Personal information
- Full name: Albert Anderson
- Born: 26 August 1894 Wagga Wagga, New South Wales
- Died: 20 November 1980 (aged 86) New South Wales
- Original teams: Mangoplah, Royal Stars, Wagga United Football Association.
- Height: 183 cm (6 ft 0 in)
- Weight: 83 kg (183 lb)

Playing career^{1}
- Years: Club / Games (Goals)
- 1924: St Kilda / 10 (7)
- 1926: Richmond / 04 (0)
- Total:  / 14 (7)
- ^{1} Playing statistics correct to the end of 1926.

= Alby Anderson =

Australian rules footballer (1894–1980)

Albert Anderson (26 August 1894 – 20 November 1980) was an Australian rules footballer who played for the St Kilda Football Club and Richmond Football Club in the Victorian Football League (VFL).

==Family==
One of the ten children of John Anderson (1846-1915), and Georgina Anderson (1854-1922), née Hacon, Albert Anderson was born at Wagga Wagga, New South Wales on 26 August 1894.

==Military service==
He enlisted in the First AIF on 20 April 1916 and served overseas in France, returning to Australia in 1919.

==Football==
"Albert was a strongly built, versatile player who could play in the ruck and as a ruck-rover or centre-half-forward."
Anderson played for Mangoplah from 1919 to 1922, including their 1919 premiership, then with Royal Stars in the 1923 Wagga United Football Association Grand Final that was won by the Federals, prior to playing with St. Kilda in 1924.

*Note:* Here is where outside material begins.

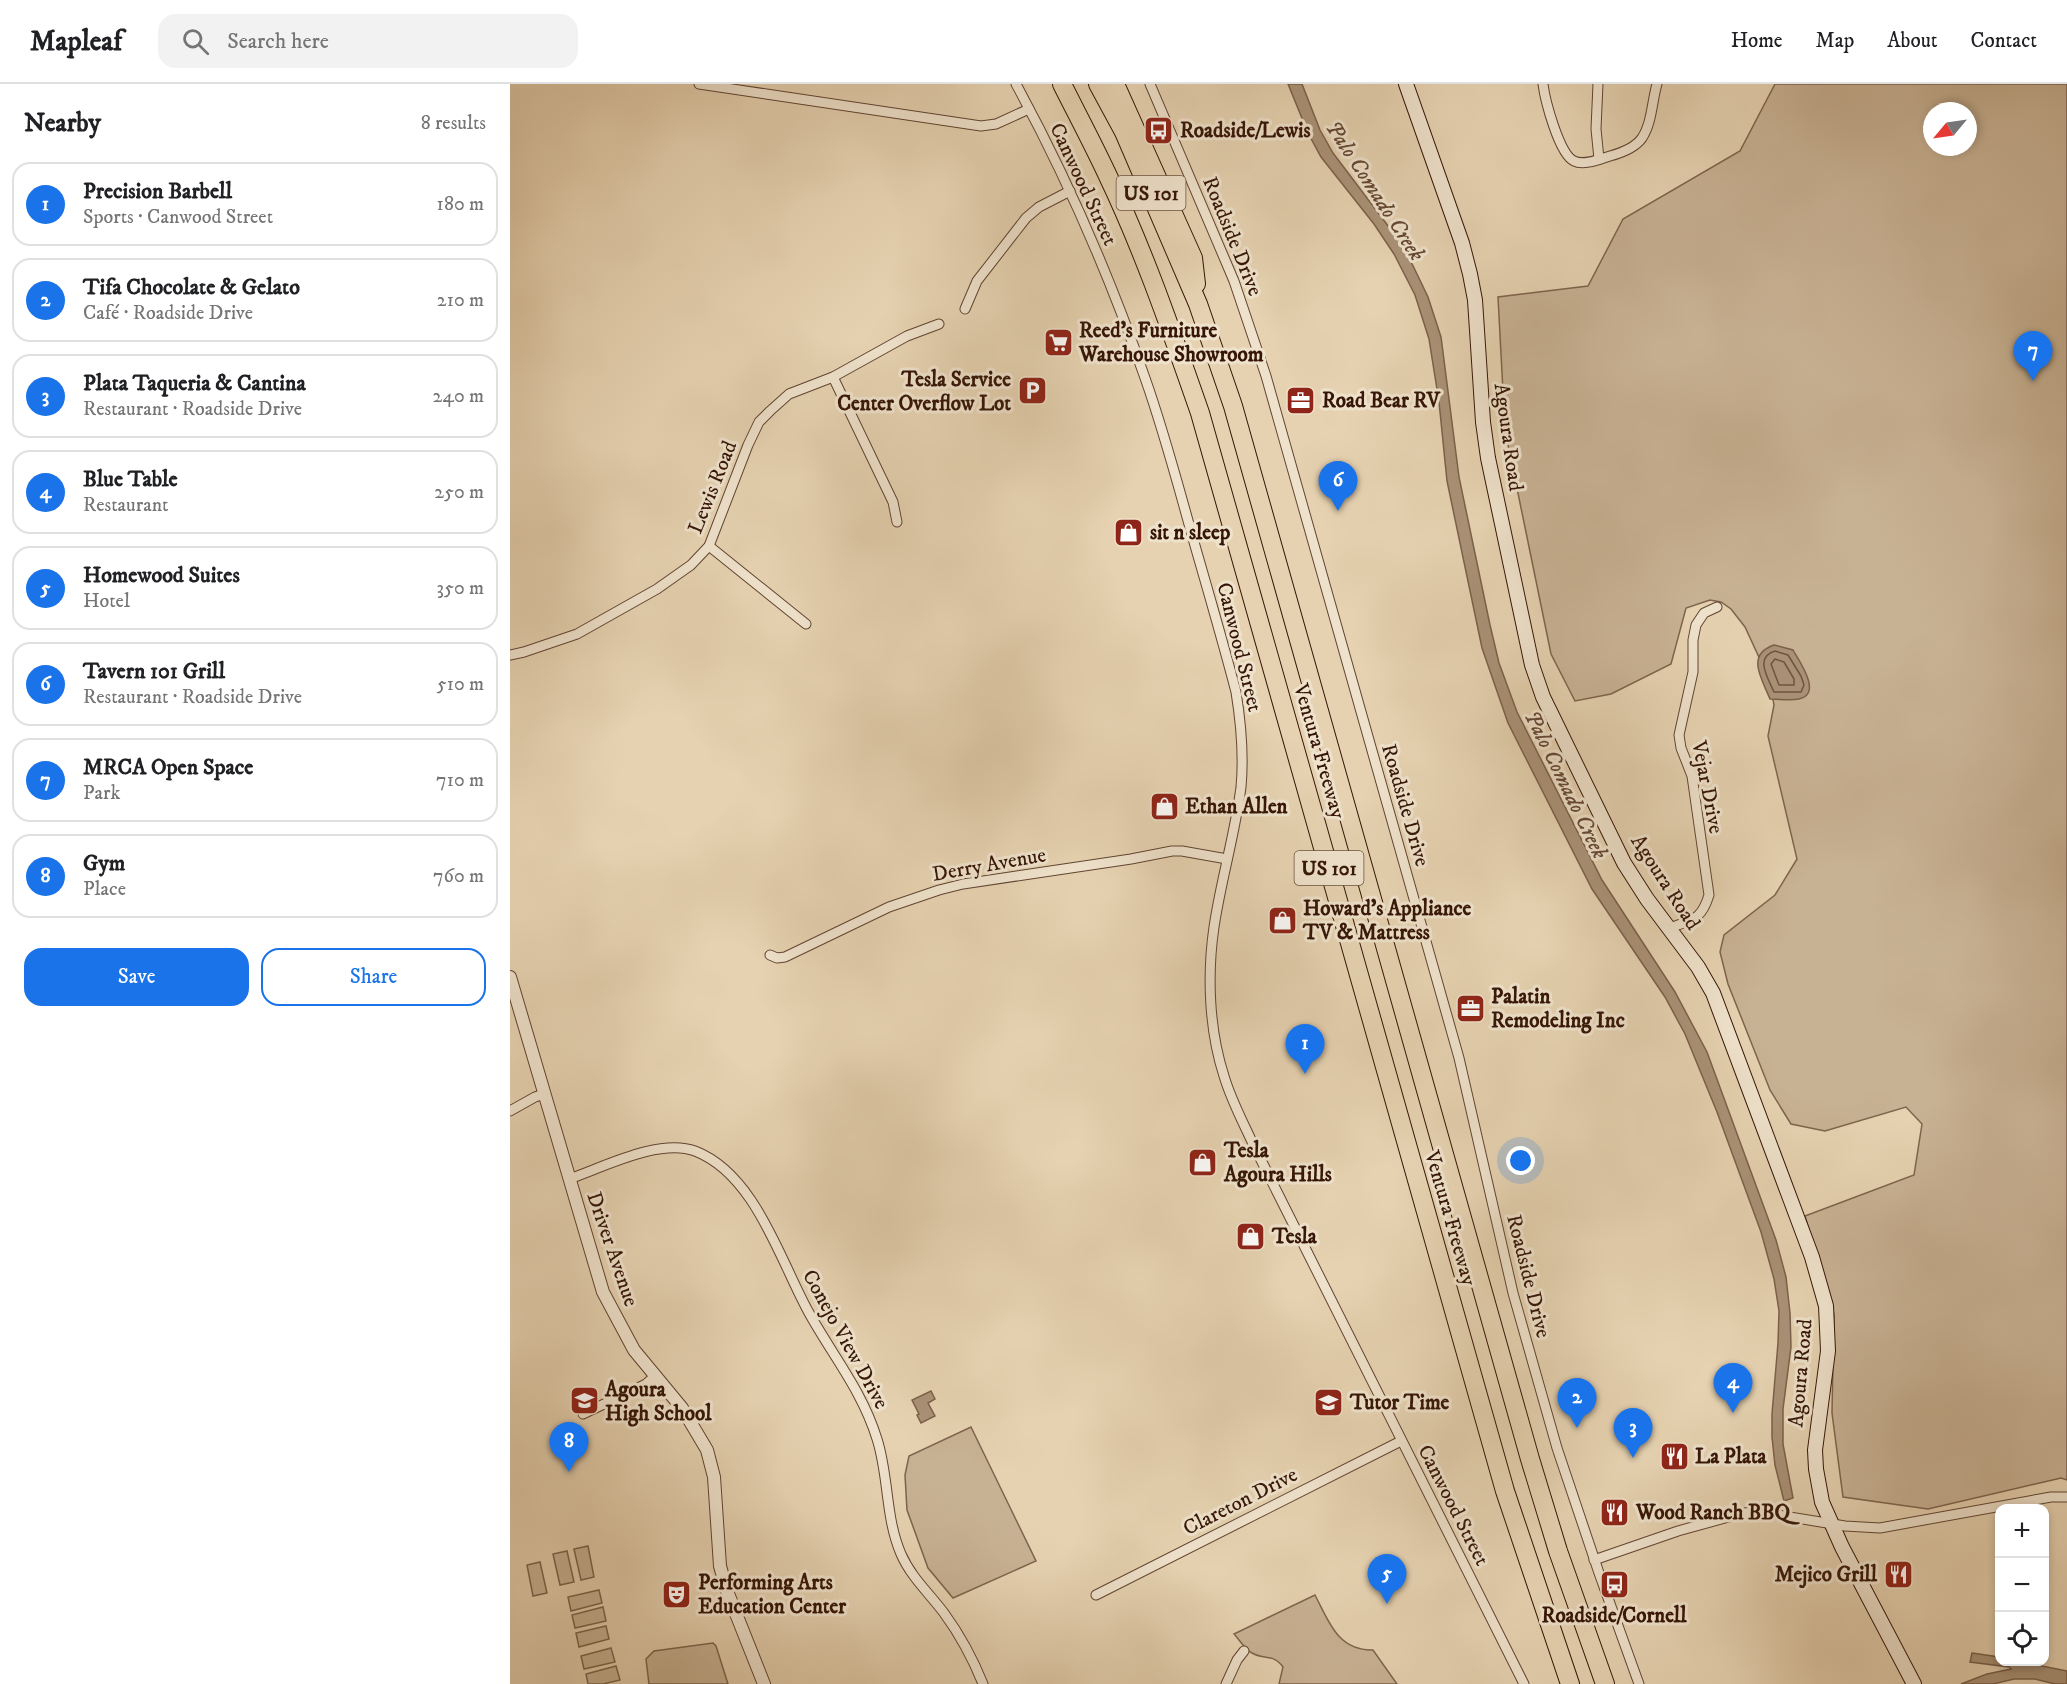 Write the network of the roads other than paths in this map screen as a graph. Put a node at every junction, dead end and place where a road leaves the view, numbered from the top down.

In 1925, Anderson spent the season with Hume Weir FC in the Ovens & Murray Football League, with former Mangoplah & St. Kilda teammate Tim Archer, who was the coach of Hume Weir in 1925., Hume Weir lost the 1925 grand final to Wangaratta.

Anderson then returned to the VFL, playing 4 senior games and 7 reserve games with Richmond in the 1926 season.

In late April 1927, Anderson was granted a permit by from Richmond to the Albury Football Club in the Ovens & Murray Football League. He then coached Corowa Football Club in the Ovens & Murray Football League in 1928 and 1929.

Anderson subsequently transferred to the Hampden Football League to play with Warrnambool Football Club from 1934 to 1936, playing in the 1935 premiership and leading them into the 1936 grand final as captain / coach, that they lost to Mortlake. Anderson then stayed in Warrnambool, working for the Shell Petrol Company.